◆ **Task to carry out**:
The answer must restate every entry exactly as it appears.

Entries supplied section start

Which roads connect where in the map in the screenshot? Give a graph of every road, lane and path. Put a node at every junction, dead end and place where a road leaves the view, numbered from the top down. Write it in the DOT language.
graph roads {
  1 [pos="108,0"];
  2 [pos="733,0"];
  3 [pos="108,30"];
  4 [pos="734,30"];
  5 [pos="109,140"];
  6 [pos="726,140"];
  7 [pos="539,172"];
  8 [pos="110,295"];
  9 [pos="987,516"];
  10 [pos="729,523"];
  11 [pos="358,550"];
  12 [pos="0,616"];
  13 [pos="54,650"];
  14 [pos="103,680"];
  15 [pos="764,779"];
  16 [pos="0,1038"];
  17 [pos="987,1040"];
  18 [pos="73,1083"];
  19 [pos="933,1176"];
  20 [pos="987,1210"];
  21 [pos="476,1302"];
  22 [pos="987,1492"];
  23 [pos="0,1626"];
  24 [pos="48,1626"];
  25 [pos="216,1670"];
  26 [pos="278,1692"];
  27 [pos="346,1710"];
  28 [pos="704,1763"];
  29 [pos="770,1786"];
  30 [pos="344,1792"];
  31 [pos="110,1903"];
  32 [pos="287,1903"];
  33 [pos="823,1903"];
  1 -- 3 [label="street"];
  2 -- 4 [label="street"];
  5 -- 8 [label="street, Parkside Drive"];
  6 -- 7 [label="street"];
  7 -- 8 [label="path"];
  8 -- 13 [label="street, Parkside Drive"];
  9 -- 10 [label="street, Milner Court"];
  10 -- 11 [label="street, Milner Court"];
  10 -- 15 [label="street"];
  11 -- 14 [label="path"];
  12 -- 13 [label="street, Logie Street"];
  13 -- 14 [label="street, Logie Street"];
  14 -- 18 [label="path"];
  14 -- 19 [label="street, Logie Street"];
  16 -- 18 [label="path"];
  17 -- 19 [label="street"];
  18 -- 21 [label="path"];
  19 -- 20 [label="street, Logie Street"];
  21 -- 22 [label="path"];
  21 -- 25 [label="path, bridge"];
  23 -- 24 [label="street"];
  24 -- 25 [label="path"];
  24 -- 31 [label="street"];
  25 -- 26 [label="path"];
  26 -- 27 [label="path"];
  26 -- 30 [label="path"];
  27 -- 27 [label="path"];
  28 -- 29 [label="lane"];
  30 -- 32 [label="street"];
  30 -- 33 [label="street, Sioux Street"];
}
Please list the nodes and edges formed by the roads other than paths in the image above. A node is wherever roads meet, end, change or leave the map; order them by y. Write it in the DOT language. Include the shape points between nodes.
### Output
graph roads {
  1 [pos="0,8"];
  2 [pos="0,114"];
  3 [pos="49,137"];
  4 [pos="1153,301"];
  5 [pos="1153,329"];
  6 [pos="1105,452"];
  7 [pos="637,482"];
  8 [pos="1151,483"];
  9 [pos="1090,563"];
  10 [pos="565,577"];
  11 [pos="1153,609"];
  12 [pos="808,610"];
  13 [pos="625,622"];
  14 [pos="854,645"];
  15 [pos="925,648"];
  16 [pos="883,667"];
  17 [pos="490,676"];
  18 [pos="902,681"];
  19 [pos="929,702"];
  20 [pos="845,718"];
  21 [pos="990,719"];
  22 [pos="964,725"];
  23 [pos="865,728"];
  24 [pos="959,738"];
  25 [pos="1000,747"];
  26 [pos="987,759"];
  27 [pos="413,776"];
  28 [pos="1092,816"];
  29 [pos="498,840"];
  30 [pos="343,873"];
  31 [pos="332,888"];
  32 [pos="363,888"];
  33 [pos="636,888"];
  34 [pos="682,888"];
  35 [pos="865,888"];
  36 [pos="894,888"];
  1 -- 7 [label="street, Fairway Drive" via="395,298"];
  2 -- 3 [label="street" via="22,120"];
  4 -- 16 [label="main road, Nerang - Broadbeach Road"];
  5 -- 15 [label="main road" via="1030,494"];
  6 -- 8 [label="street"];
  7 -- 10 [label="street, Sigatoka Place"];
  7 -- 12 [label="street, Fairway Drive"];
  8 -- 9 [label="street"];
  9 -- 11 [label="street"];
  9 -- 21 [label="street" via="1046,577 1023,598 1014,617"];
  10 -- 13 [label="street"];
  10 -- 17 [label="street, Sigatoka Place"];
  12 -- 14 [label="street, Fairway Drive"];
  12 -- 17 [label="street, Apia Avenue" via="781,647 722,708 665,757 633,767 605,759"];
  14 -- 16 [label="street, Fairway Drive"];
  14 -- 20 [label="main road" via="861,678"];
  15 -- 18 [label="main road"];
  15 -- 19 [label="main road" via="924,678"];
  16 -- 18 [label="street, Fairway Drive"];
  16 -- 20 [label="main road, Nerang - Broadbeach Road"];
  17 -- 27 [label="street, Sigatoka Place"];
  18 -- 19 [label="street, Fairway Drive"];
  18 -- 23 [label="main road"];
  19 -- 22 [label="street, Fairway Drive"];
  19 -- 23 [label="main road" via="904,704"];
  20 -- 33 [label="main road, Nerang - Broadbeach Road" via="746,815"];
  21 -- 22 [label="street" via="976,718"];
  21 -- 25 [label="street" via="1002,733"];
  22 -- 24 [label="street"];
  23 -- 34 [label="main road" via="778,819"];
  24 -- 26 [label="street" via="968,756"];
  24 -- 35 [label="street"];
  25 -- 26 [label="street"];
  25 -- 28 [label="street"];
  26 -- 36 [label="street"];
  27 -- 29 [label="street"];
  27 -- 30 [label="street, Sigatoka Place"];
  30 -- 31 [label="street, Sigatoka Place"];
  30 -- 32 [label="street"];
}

Entries supplied section end

◆ **Solution to this problem**:
Which roads connect where in the map in the screenshot? Give a graph of every road, lane and path. Put a node at every junction, dead end and place where a road leaves the view, numbered from the top down. Write it in the DOT language.
graph roads {
  1 [pos="108,0"];
  2 [pos="733,0"];
  3 [pos="108,30"];
  4 [pos="734,30"];
  5 [pos="109,140"];
  6 [pos="726,140"];
  7 [pos="539,172"];
  8 [pos="110,295"];
  9 [pos="987,516"];
  10 [pos="729,523"];
  11 [pos="358,550"];
  12 [pos="0,616"];
  13 [pos="54,650"];
  14 [pos="103,680"];
  15 [pos="764,779"];
  16 [pos="0,1038"];
  17 [pos="987,1040"];
  18 [pos="73,1083"];
  19 [pos="933,1176"];
  20 [pos="987,1210"];
  21 [pos="476,1302"];
  22 [pos="987,1492"];
  23 [pos="0,1626"];
  24 [pos="48,1626"];
  25 [pos="216,1670"];
  26 [pos="278,1692"];
  27 [pos="346,1710"];
  28 [pos="704,1763"];
  29 [pos="770,1786"];
  30 [pos="344,1792"];
  31 [pos="110,1903"];
  32 [pos="287,1903"];
  33 [pos="823,1903"];
  1 -- 3 [label="street"];
  2 -- 4 [label="street"];
  5 -- 8 [label="street, Parkside Drive"];
  6 -- 7 [label="street"];
  7 -- 8 [label="path"];
  8 -- 13 [label="street, Parkside Drive"];
  9 -- 10 [label="street, Milner Court"];
  10 -- 11 [label="street, Milner Court"];
  10 -- 15 [label="street"];
  11 -- 14 [label="path"];
  12 -- 13 [label="street, Logie Street"];
  13 -- 14 [label="street, Logie Street"];
  14 -- 18 [label="path"];
  14 -- 19 [label="street, Logie Street"];
  16 -- 18 [label="path"];
  17 -- 19 [label="street"];
  18 -- 21 [label="path"];
  19 -- 20 [label="street, Logie Street"];
  21 -- 22 [label="path"];
  21 -- 25 [label="path, bridge"];
  23 -- 24 [label="street"];
  24 -- 25 [label="path"];
  24 -- 31 [label="street"];
  25 -- 26 [label="path"];
  26 -- 27 [label="path"];
  26 -- 30 [label="path"];
  27 -- 27 [label="path"];
  28 -- 29 [label="lane"];
  30 -- 32 [label="street"];
  30 -- 33 [label="street, Sioux Street"];
}
Please list the nodes and edges formed by the roads other than paths in the image above. A node is wherever roads meet, end, change or leave the map; order them by y. Write it in the DOT language. Include the shape points between nodes.
### Output
graph roads {
  1 [pos="0,8"];
  2 [pos="0,114"];
  3 [pos="49,137"];
  4 [pos="1153,301"];
  5 [pos="1153,329"];
  6 [pos="1105,452"];
  7 [pos="637,482"];
  8 [pos="1151,483"];
  9 [pos="1090,563"];
  10 [pos="565,577"];
  11 [pos="1153,609"];
  12 [pos="808,610"];
  13 [pos="625,622"];
  14 [pos="854,645"];
  15 [pos="925,648"];
  16 [pos="883,667"];
  17 [pos="490,676"];
  18 [pos="902,681"];
  19 [pos="929,702"];
  20 [pos="845,718"];
  21 [pos="990,719"];
  22 [pos="964,725"];
  23 [pos="865,728"];
  24 [pos="959,738"];
  25 [pos="1000,747"];
  26 [pos="987,759"];
  27 [pos="413,776"];
  28 [pos="1092,816"];
  29 [pos="498,840"];
  30 [pos="343,873"];
  31 [pos="332,888"];
  32 [pos="363,888"];
  33 [pos="636,888"];
  34 [pos="682,888"];
  35 [pos="865,888"];
  36 [pos="894,888"];
  1 -- 7 [label="street, Fairway Drive" via="395,298"];
  2 -- 3 [label="street" via="22,120"];
  4 -- 16 [label="main road, Nerang - Broadbeach Road"];
  5 -- 15 [label="main road" via="1030,494"];
  6 -- 8 [label="street"];
  7 -- 10 [label="street, Sigatoka Place"];
  7 -- 12 [label="street, Fairway Drive"];
  8 -- 9 [label="street"];
  9 -- 11 [label="street"];
  9 -- 21 [label="street" via="1046,577 1023,598 1014,617"];
  10 -- 13 [label="street"];
  10 -- 17 [label="street, Sigatoka Place"];
  12 -- 14 [label="street, Fairway Drive"];
  12 -- 17 [label="street, Apia Avenue" via="781,647 722,708 665,757 633,767 605,759"];
  14 -- 16 [label="street, Fairway Drive"];
  14 -- 20 [label="main road" via="861,678"];
  15 -- 18 [label="main road"];
  15 -- 19 [label="main road" via="924,678"];
  16 -- 18 [label="street, Fairway Drive"];
  16 -- 20 [label="main road, Nerang - Broadbeach Road"];
  17 -- 27 [label="street, Sigatoka Place"];
  18 -- 19 [label="street, Fairway Drive"];
  18 -- 23 [label="main road"];
  19 -- 22 [label="street, Fairway Drive"];
  19 -- 23 [label="main road" via="904,704"];
  20 -- 33 [label="main road, Nerang - Broadbeach Road" via="746,815"];
  21 -- 22 [label="street" via="976,718"];
  21 -- 25 [label="street" via="1002,733"];
  22 -- 24 [label="street"];
  23 -- 34 [label="main road" via="778,819"];
  24 -- 26 [label="street" via="968,756"];
  24 -- 35 [label="street"];
  25 -- 26 [label="street"];
  25 -- 28 [label="street"];
  26 -- 36 [label="street"];
  27 -- 29 [label="street"];
  27 -- 30 [label="street, Sigatoka Place"];
  30 -- 31 [label="street, Sigatoka Place"];
  30 -- 32 [label="street"];
}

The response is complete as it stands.